By Valerie Jamieson
From New Scientist Magazine Issue 2884 - 29 September 2012
Leaving aside the question of whether your senses can be trusted, what
are you actually kicking? When it boils down to it, not a lot. Science needs
remarkably few ingredients to account for a rock: a handful of different
particles, the forces that govern their interactions, plus some rules laid down
by quantum mechanics.
This seems like a solid take on reality, but it quickly starts to feel
insubstantial. If you take a rock apart, you’ll find that its basic constituent
is atoms – perhaps 1000 trillion trillion of them, depending on the rock’s
size. Atoms, of course, are composed of smaller subatomic particles, namely
protons and neutrons – themselves built of quarks – and electrons. Otherwise,
though, atoms (and hence rocks) are mostly empty space. If an atom were scaled
up so that its nucleus was the size of the Earth, the distance to its closest
electrons would be 2.5 times the distance between the Earth and the sun. In
between is nothing at all. If so much of reality is built on emptiness, then
what gives rocks and other objects their form and bulk?

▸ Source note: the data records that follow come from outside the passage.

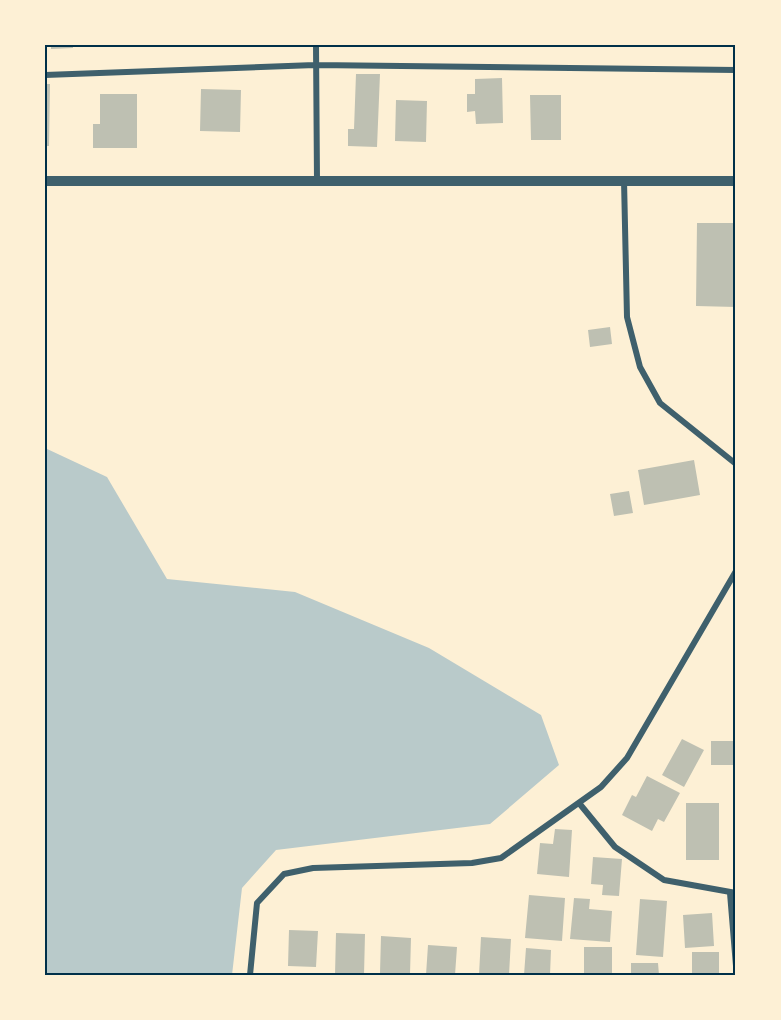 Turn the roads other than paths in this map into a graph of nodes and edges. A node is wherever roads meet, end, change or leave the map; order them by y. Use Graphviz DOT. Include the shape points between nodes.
graph roads {
  1 [pos="316,45"];
  2 [pos="315,65"];
  3 [pos="736,70"];
  4 [pos="45,75"];
  5 [pos="624,180"];
  6 [pos="45,181"];
  7 [pos="317,181"];
  8 [pos="736,181"];
  9 [pos="736,464"];
  10 [pos="736,571"];
  11 [pos="579,803"];
  12 [pos="733,893"];
  13 [pos="736,966"];
  14 [pos="250,975"];
  1 -- 2 [label="street"];
  2 -- 3 [label="street"];
  2 -- 4 [label="street"];
  2 -- 7 [label="street"];
  5 -- 7 [label="street"];
  5 -- 8 [label="street"];
  5 -- 9 [label="street" via="627,317 640,367 660,403"];
  6 -- 7 [label="street"];
  10 -- 11 [label="street" via="627,758 602,787"];
  11 -- 12 [label="street" via="615,847 664,880"];
  11 -- 14 [label="street" via="501,858 472,863 313,868 284,874 257,903"];
  12 -- 13 [label="street"];
} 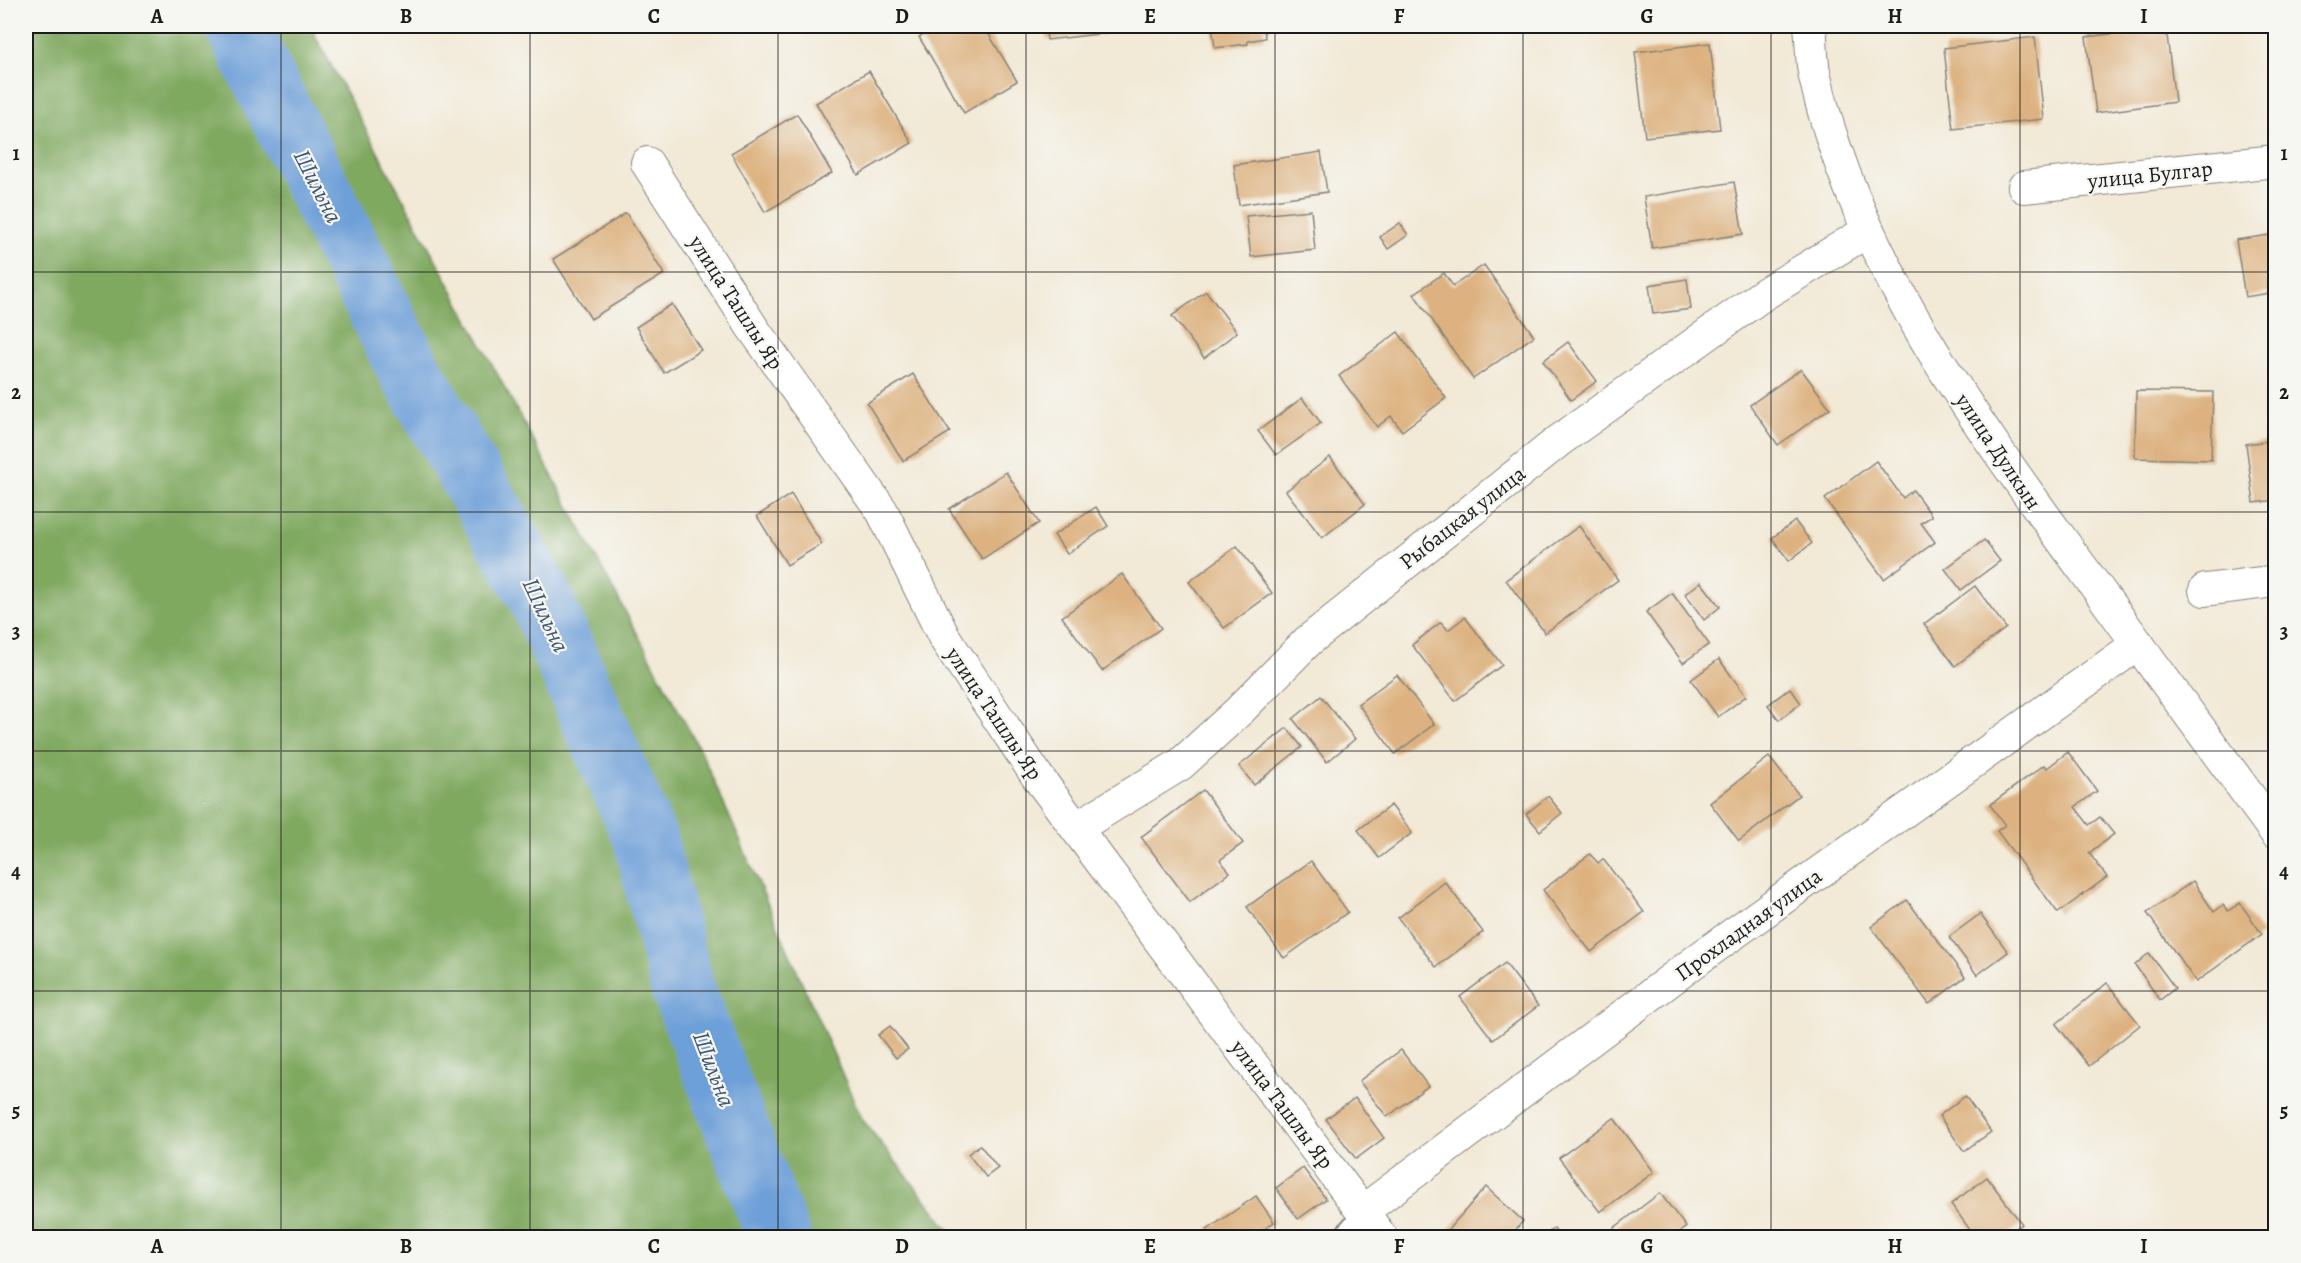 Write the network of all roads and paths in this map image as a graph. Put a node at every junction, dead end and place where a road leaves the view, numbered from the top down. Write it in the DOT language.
graph roads {
  1 [pos="1810,26"];
  2 [pos="2276,161"];
  3 [pos="647,163"];
  4 [pos="2024,187"];
  5 [pos="1868,231"];
  6 [pos="2276,581"];
  7 [pos="2205,590"];
  8 [pos="2138,644"];
  9 [pos="1076,828"];
  10 [pos="2276,833"];
  11 [pos="1363,1210"];
  12 [pos="1340,1238"];
  13 [pos="1382,1238"];
  1 -- 5 [label="street, улица Дулкын"];
  2 -- 4 [label="street, улица Булгар"];
  3 -- 9 [label="street, улица Ташлы Яр"];
  5 -- 8 [label="street, улица Дулкын"];
  5 -- 9 [label="street, Рыбацкая улица"];
  6 -- 7 [label="street"];
  8 -- 10 [label="street, улица Дулкын"];
  8 -- 11 [label="street, Прохладная улица"];
  9 -- 11 [label="street, улица Ташлы Яр"];
  11 -- 12 [label="lane"];
  11 -- 13 [label="street, улица Ташлы Яр"];
} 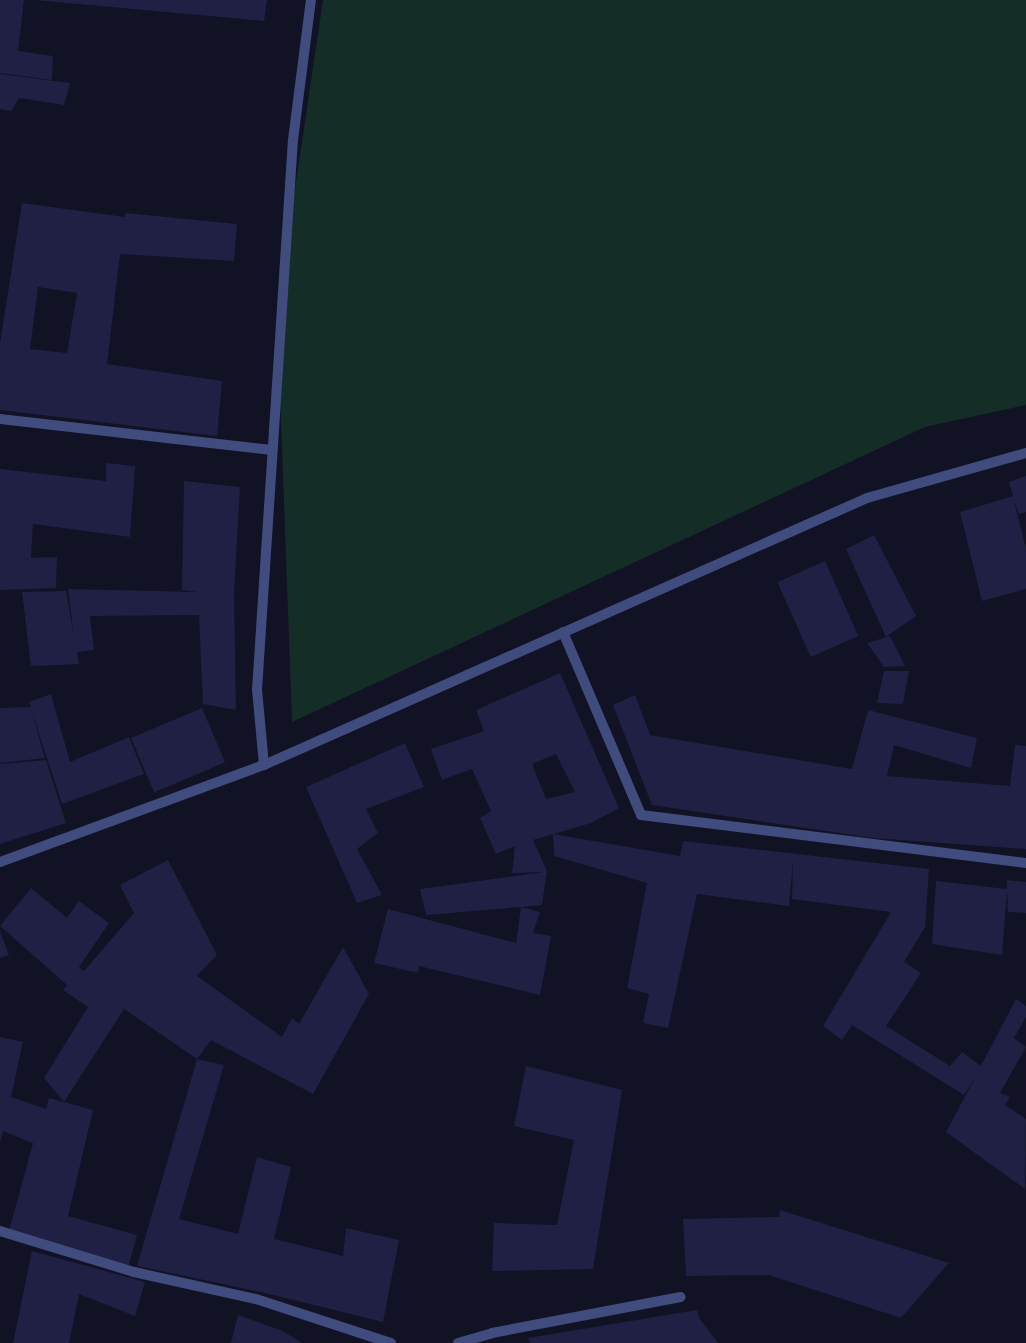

Physics has no problem answering this question: electrons. Quantum rules
dictate that no two electrons can occupy the same quantum state. The upshot of
this is that, no matter how hard you try, you cannot cram two atoms together
into the same space. “Electrons do all the work when it comes to the structure
of matter we see all around us,” says physicist Sean Carroll at the California
Institute of Technology in Pasadena.
That’s not to say the nucleus is redundant. Most of the mass of an atom
comes from protons and neutrons and the force binding them together, which is
carried by particles called gluons.
And that, essentially, is that. Electrons, quarks (mostly of the up and
down variety) and gluons account for most of the ordinary stuff around us.
But not all. Other basic constituents of reality exist too – 17 in
total, which together comprise the standard model of particle physics (see
illustration). The model also accounts for the mirror world of antimatter with
a complementary set of antiparticles.
Some pieces of the standard model are commonplace, such as photons of
light and the various neutrinos streaming through us from the sun and other
sources. Others, though, do not seem to be part of everyday reality, including
the top and bottom quarks and the heavy, electron-like tau particle. “On the
face of it, they don’t play a role,” says Paul Davies of Arizona State
University in Tempe. “Deep down, though, they may all link up.”
That’s because the standard model is more than a roll call of particles.
Its foundations lie in symmetry and group theory, one example of the mysterious
connections between reality and mathematics (see “Reality: Is everything made of numbers?“).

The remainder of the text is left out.